Les deux compagnons avaient défini leur objectif : trouver un ancien trésor et vivre le reste de leur vie, ou au moins les cent années suivantes, riches et à l’aise. Mais ils étaient encore trop inexpérimentés ; en gros, ils n’avaient pas le niveau pour ce type de quête. De plus, ils n’étaient pas assez nombreux : à eux deux, il leur manquait des talents cruciaux à la réussite d’une telle entreprise. Donc, en attendant, ils firent des petits boulots : messagers, gardes, escortes de caravane et même porteurs de torche pour aventuriers plus chevronnés. Grâce à leur détermination et leur ingéniosité, ils eurent quelques victoires… parmi le reste des défaites !

Ce jour-là, Charm et Jinx étaient attablés dans une auberge au milieu d’une partie plus inhospitalière du pays. Ils venaient juste d’escorter un convoi de marchands qui commerçaient dans les terres plus au Nord. Fourbus de leur voyage, les deux compagnons sirotaient tranquillement une bière. Mais Jinx remarqua que Charm était préoccupé : même si le kaméen lui parlait, son attention était ailleurs. Ce qu’elle lui fit remarquer assez brutalement. Charm, penaud, lui répondit :

« Désolé… Dis-moi, as-tu remarqué les quatre aventuriers derrière nous ?

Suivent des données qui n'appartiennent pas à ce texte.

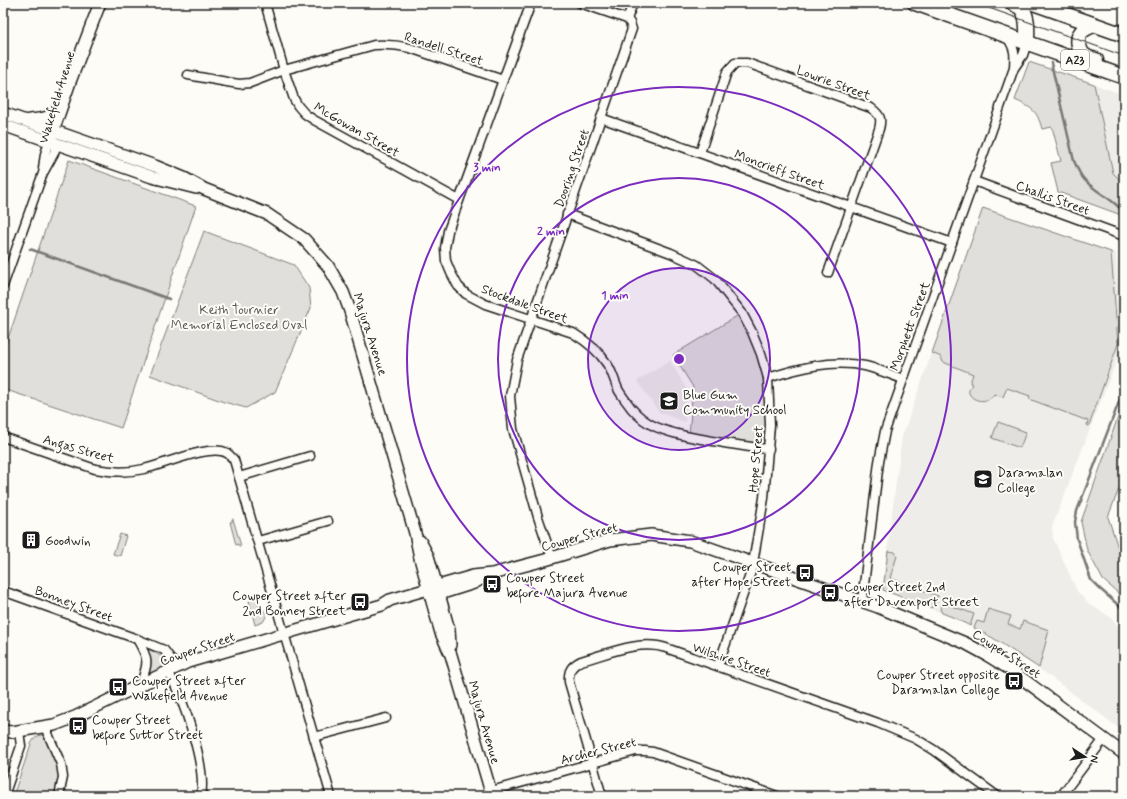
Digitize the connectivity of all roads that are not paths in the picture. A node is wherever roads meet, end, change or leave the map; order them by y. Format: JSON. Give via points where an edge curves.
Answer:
{"nodes":[{"id":1,"x":100,"y":3,"type":"edge"},
{"id":2,"x":265,"y":3,"type":"edge"},
{"id":3,"x":531,"y":3,"type":"edge"},
{"id":4,"x":580,"y":3,"type":"edge"},
{"id":5,"x":633,"y":3,"type":"edge"},
{"id":6,"x":915,"y":3,"type":"edge"},
{"id":7,"x":1013,"y":3,"type":"edge"},
{"id":8,"x":1033,"y":3,"type":"edge"},
{"id":9,"x":627,"y":19,"type":"junction"},
{"id":10,"x":1094,"y":25,"type":"junction"},
{"id":11,"x":92,"y":26,"type":"junction"},
{"id":12,"x":1006,"y":35,"type":"junction"},
{"id":13,"x":1124,"y":35,"type":"edge"},
{"id":14,"x":1027,"y":43,"type":"junction"},
{"id":15,"x":1014,"y":68,"type":"junction"},
{"id":16,"x":284,"y":70,"type":"junction"},
{"id":17,"x":1124,"y":72,"type":"edge"},
{"id":18,"x":188,"y":75,"type":"dead end"},
{"id":19,"x":1124,"y":77,"type":"edge"},
{"id":20,"x":503,"y":80,"type":"junction"},
{"id":21,"x":64,"y":100,"type":"junction"},
{"id":22,"x":3,"y":113,"type":"edge"},
{"id":23,"x":601,"y":118,"type":"junction"},
{"id":24,"x":22,"y":120,"type":"junction"},
{"id":25,"x":3,"y":125,"type":"edge"},
{"id":26,"x":55,"y":138,"type":"junction"},
{"id":27,"x":106,"y":149,"type":"junction"},
{"id":28,"x":700,"y":153,"type":"junction"},
{"id":29,"x":102,"y":160,"type":"junction"},
{"id":30,"x":155,"y":166,"type":"junction"},
{"id":31,"x":152,"y":177,"type":"junction"},
{"id":32,"x":974,"y":181,"type":"junction"},
{"id":33,"x":204,"y":189,"type":"junction"},
{"id":34,"x":459,"y":200,"type":"junction"},
{"id":35,"x":852,"y":207,"type":"junction"},
{"id":36,"x":568,"y":214,"type":"junction"},
{"id":37,"x":1124,"y":236,"type":"edge"},
{"id":38,"x":952,"y":243,"type":"junction"},
{"id":39,"x":828,"y":273,"type":"dead end"},
{"id":40,"x":3,"y":286,"type":"edge"},
{"id":41,"x":531,"y":319,"type":"junction"},
{"id":42,"x":768,"y":378,"type":"junction"},
{"id":43,"x":903,"y":379,"type":"junction"},
{"id":44,"x":3,"y":436,"type":"edge"},
{"id":45,"x":769,"y":449,"type":"junction"},
{"id":46,"x":310,"y":456,"type":"dead end"},
{"id":47,"x":239,"y":477,"type":"junction"},
{"id":48,"x":328,"y":521,"type":"dead end"},
{"id":49,"x":416,"y":533,"type":"junction"},
{"id":50,"x":258,"y":541,"type":"junction"},
{"id":51,"x":428,"y":556,"type":"junction"},
{"id":52,"x":552,"y":558,"type":"junction"},
{"id":53,"x":753,"y":563,"type":"junction"},
{"id":54,"x":492,"y":574,"type":"junction"},
{"id":55,"x":460,"y":579,"type":"junction"},
{"id":56,"x":3,"y":591,"type":"edge"},
{"id":57,"x":434,"y":592,"type":"junction"},
{"id":58,"x":862,"y":601,"type":"junction"},
{"id":59,"x":284,"y":634,"type":"junction"},
{"id":60,"x":137,"y":639,"type":"junction"},
{"id":61,"x":718,"y":666,"type":"junction"},
{"id":62,"x":172,"y":669,"type":"junction"},
{"id":63,"x":140,"y":685,"type":"junction"},
{"id":64,"x":386,"y":718,"type":"dead end"},
{"id":65,"x":45,"y":727,"type":"junction"},
{"id":66,"x":3,"y":731,"type":"edge"},
{"id":67,"x":19,"y":731,"type":"junction"},
{"id":68,"x":314,"y":737,"type":"junction"},
{"id":69,"x":1104,"y":739,"type":"junction"},
{"id":70,"x":1124,"y":754,"type":"edge"},
{"id":71,"x":592,"y":763,"type":"junction"},
{"id":72,"x":491,"y":794,"type":"edge"},
{"id":73,"x":4,"y":796,"type":"edge"},
{"id":74,"x":59,"y":796,"type":"edge"},
{"id":75,"x":201,"y":796,"type":"edge"},
{"id":76,"x":331,"y":796,"type":"edge"},
{"id":77,"x":602,"y":796,"type":"edge"},
{"id":78,"x":777,"y":796,"type":"edge"},
{"id":79,"x":997,"y":796,"type":"edge"},
{"id":80,"x":1061,"y":796,"type":"edge"}],
"edges":[{"from":1,"to":11,"type":"main road","name":"Wakefield Avenue"},
{"from":2,"to":16,"type":"street","name":"McGowan Street"},
{"from":3,"to":20,"type":"street","name":"Stockdale Street"},
{"from":4,"to":9,"type":"street"},
{"from":5,"to":9,"type":"street"},
{"from":6,"to":12,"type":"highway","number":"A23"},
{"from":7,"to":14,"type":"highway","via":[[1023,11]]},
{"from":8,"to":10,"type":"highway"},
{"from":9,"to":23,"type":"street","name":"Dooring Street","via":[[632,29]]},
{"from":10,"to":13,"type":"highway"},
{"from":10,"to":17,"type":"highway","via":[[1081,32],[1078,40],[1080,50],[1084,56]]},
{"from":11,"to":21,"type":"main road","name":"Wakefield Avenue"},
{"from":11,"to":26,"type":"main road","name":"Wakefield Avenue","via":[[78,79]]},
{"from":12,"to":14,"type":"highway","number":"A23"},
{"from":12,"to":15,"type":"street","name":"Morphett Street","via":[[1015,53]]},
{"from":14,"to":15,"type":"street","name":"Morphett Street"},
{"from":14,"to":19,"type":"highway","number":"A23"},
{"from":15,"to":32,"type":"street","name":"Morphett Street"},
{"from":16,"to":18,"type":"street","name":"Randell Street","via":[[250,83],[239,84]]},
{"from":16,"to":20,"type":"street","name":"Randell Street","via":[[374,45],[395,45]]},
{"from":16,"to":34,"type":"street","name":"McGowan Street","via":[[294,99],[305,114]]},
{"from":20,"to":34,"type":"street","name":"Stockdale Street"},
{"from":21,"to":24,"type":"main road","via":[[47,118]]},
{"from":21,"to":26,"type":"main road","name":"Wakefield Avenue"},
{"from":22,"to":24,"type":"main road"},
{"from":23,"to":28,"type":"street","name":"Moncrieff Street"},
{"from":23,"to":36,"type":"street","name":"Dooring Street"},
{"from":24,"to":26,"type":"main road"},
{"from":25,"to":26,"type":"main road"},
{"from":26,"to":27,"type":"main road","name":"Majura Avenue"},
{"from":26,"to":29,"type":"main road","name":"Majura Avenue"},
{"from":26,"to":40,"type":"street","name":"Wakefield Avenue","via":[[45,154],[43,173]]},
{"from":27,"to":29,"type":"main road"},
{"from":27,"to":30,"type":"main road","name":"Majura Avenue"},
{"from":28,"to":35,"type":"street","name":"Moncrieff Street"},
{"from":28,"to":35,"type":"street","name":"Lowrie Street","via":[[727,72],[735,64],[747,63],[871,108],[878,113],[881,120],[879,130]]},
{"from":29,"to":31,"type":"main road","name":"Majura Avenue"},
{"from":30,"to":31,"type":"main road"},
{"from":30,"to":33,"type":"main road","name":"Majura Avenue"},
{"from":31,"to":33,"type":"main road","name":"Majura Avenue"},
{"from":32,"to":37,"type":"street","name":"Challis Street"},
{"from":32,"to":38,"type":"street","name":"Morphett Street"},
{"from":33,"to":49,"type":"main road","name":"Majura Avenue","via":[[267,214],[304,239],[328,266],[343,292],[350,311]]},
{"from":34,"to":41,"type":"street","name":"Stockdale Street","via":[[445,248],[446,261],[458,286],[466,294],[485,304]]},
{"from":35,"to":38,"type":"street","name":"Moncrieff Street"},
{"from":35,"to":39,"type":"street","name":"Lowrie Street"},
{"from":36,"to":41,"type":"street","name":"Dooring Street"},
{"from":36,"to":42,"type":"street","name":"Hope Street","via":[[671,253],[697,265],[715,279],[742,313],[761,354]]},
{"from":38,"to":43,"type":"street","name":"Morphett Street"},
{"from":41,"to":45,"type":"street","name":"Stockdale Street","via":[[573,333],[586,341],[607,363],[627,403],[637,415],[650,424],[704,439]]},
{"from":41,"to":52,"type":"street","name":"Dooring Street","via":[[517,360],[510,404],[513,429]]},
{"from":42,"to":43,"type":"street","via":[[804,368],[842,363],[865,366]]},
{"from":42,"to":45,"type":"street","name":"Hope Street"},
{"from":43,"to":58,"type":"street","name":"Morphett Street","via":[[884,431]]},
{"from":44,"to":47,"type":"street","name":"Angas Street","via":[[95,469],[116,472],[145,469],[210,450],[219,451],[234,460]]},
{"from":45,"to":53,"type":"street","name":"Hope Street"},
{"from":46,"to":47,"type":"street"},
{"from":47,"to":50,"type":"street"},
{"from":48,"to":50,"type":"street"},
{"from":49,"to":51,"type":"main road","name":"Majura Avenue"},
{"from":49,"to":57,"type":"main road","name":"Majura Avenue","via":[[420,558]]},
{"from":50,"to":59,"type":"street"},
{"from":51,"to":55,"type":"main road","via":[[438,572]]},
{"from":51,"to":57,"type":"main road","name":"Majura Avenue"},
{"from":52,"to":53,"type":"main road","name":"Cowper Street","via":[[610,540],[651,535],[690,541]]},
{"from":52,"to":54,"type":"main road","name":"Cowper Street"},
{"from":53,"to":58,"type":"main road","name":"Cowper Street"},
{"from":53,"to":61,"type":"street","name":"Hope Street"},
{"from":54,"to":55,"type":"main road","name":"Cowper Street"},
{"from":54,"to":57,"type":"main road","name":"Cowper Street","via":[[474,583]]},
{"from":55,"to":57,"type":"main road","name":"Cowper Street"},
{"from":56,"to":60,"type":"street","name":"Bonney Street"},
{"from":57,"to":59,"type":"main road","name":"Cowper Street","via":[[390,600],[382,605]]},
{"from":57,"to":72,"type":"main road","name":"Majura Avenue","via":[[441,633],[452,655]]},
{"from":58,"to":69,"type":"main road","name":"Cowper Street","via":[[957,638],[988,655]]},
{"from":59,"to":62,"type":"main road","name":"Cowper Street"},
{"from":59,"to":68,"type":"street"},
{"from":60,"to":62,"type":"street","name":"Bonney Street","via":[[164,650]]},
{"from":60,"to":63,"type":"street","via":[[145,651],[147,662]]},
{"from":61,"to":71,"type":"street","name":"Wilshire Street","via":[[659,646],[647,645],[634,646],[574,665],[568,674],[569,682]]},
{"from":61,"to":79,"type":"street","name":"Wilshire Street","via":[[878,722],[916,739]]},
{"from":62,"to":63,"type":"main road","name":"Cowper Street"},
{"from":62,"to":75,"type":"street","name":"Bonney Street","via":[[202,772]]},
{"from":63,"to":65,"type":"main road","name":"Cowper Street","via":[[75,717]]},
{"from":64,"to":68,"type":"street"},
{"from":65,"to":67,"type":"main road","name":"Cowper Street"},
{"from":65,"to":74,"type":"street","via":[[61,764],[63,777]]},
{"from":66,"to":67,"type":"main road","name":"Cowper Street"},
{"from":67,"to":73,"type":"street","via":[[21,746]]},
{"from":68,"to":76,"type":"street"},
{"from":69,"to":70,"type":"main road","name":"Cowper Street"},
{"from":69,"to":80,"type":"street"},
{"from":71,"to":72,"type":"street","name":"Archer Street"},
{"from":71,"to":77,"type":"street","name":"Wilshire Street"},
{"from":71,"to":78,"type":"street","name":"Archer Street","via":[[636,751],[653,752]]}]}
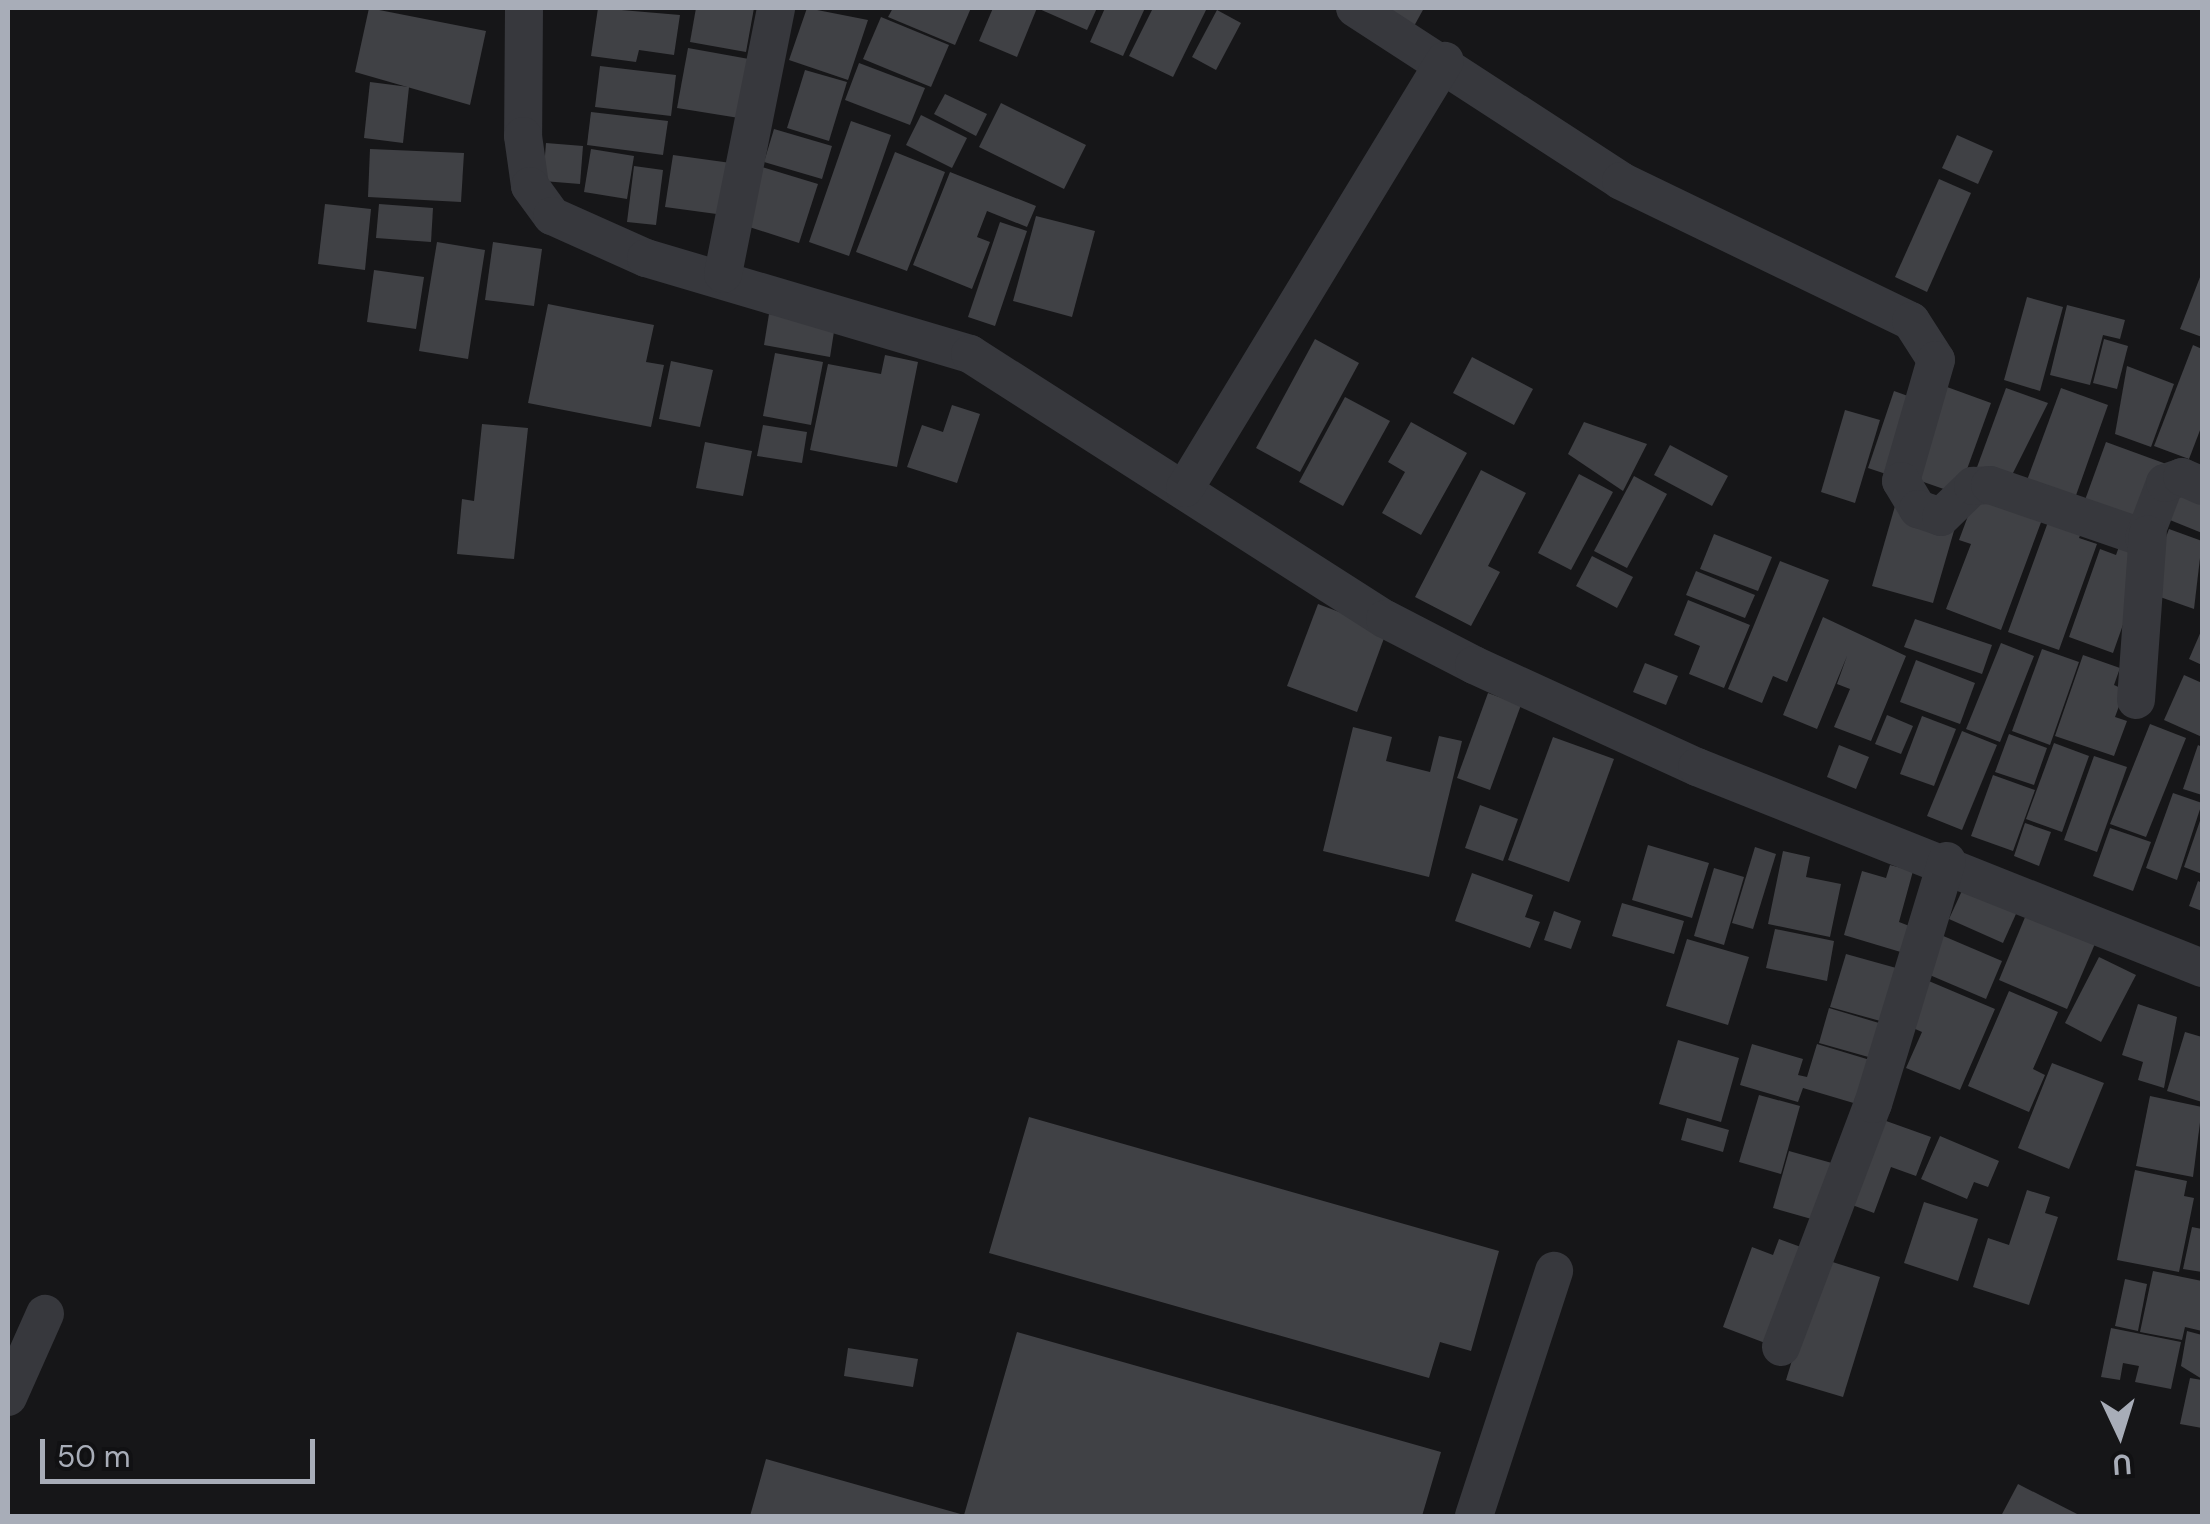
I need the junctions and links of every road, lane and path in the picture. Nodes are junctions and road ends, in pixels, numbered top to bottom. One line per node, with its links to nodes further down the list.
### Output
1 (524, 8): 5 (street)
2 (776, 8): 5 (street)
3 (1355, 8): 4 (street)
4 (1445, 61): 7 (street); 8 (street)
5 (723, 274): 7 (street)
6 (2202, 486): 8 (street)
7 (1185, 488): 10 (street)
8 (2148, 534): 9 (street)
9 (2136, 700)
10 (1946, 860): 11 (street); 14 (street)
11 (2202, 968)
12 (1554, 1270): 16 (street)
13 (45, 1314): 15 (street)
14 (1781, 1347)
15 (8, 1397)
16 (1474, 1516)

- Oui ! Qui ne l’aurait pas ? Avec leurs armures lourdes et leurs grosses épées ! Et le magicien, avec sa barbe rousse, des sourcils épais et un regard sadique !... Il me fait froid dans le dos quand il me regarde ! »

La description de Jinx fit sourire le kaméen. Il rapprocha sa tête de celle de son amie pour parler plus discrètement.

« Bon, j’ai entendu dire qu’ils étaient ici pour attaquer la tour du sorcier maléfique qui est à deux jours de cheval. Ils sont apparemment sur une sorte de quête. Non seulement ils veulent se débarrasser du méchant, mais en plus ils cherchent un artefact de pouvoir… »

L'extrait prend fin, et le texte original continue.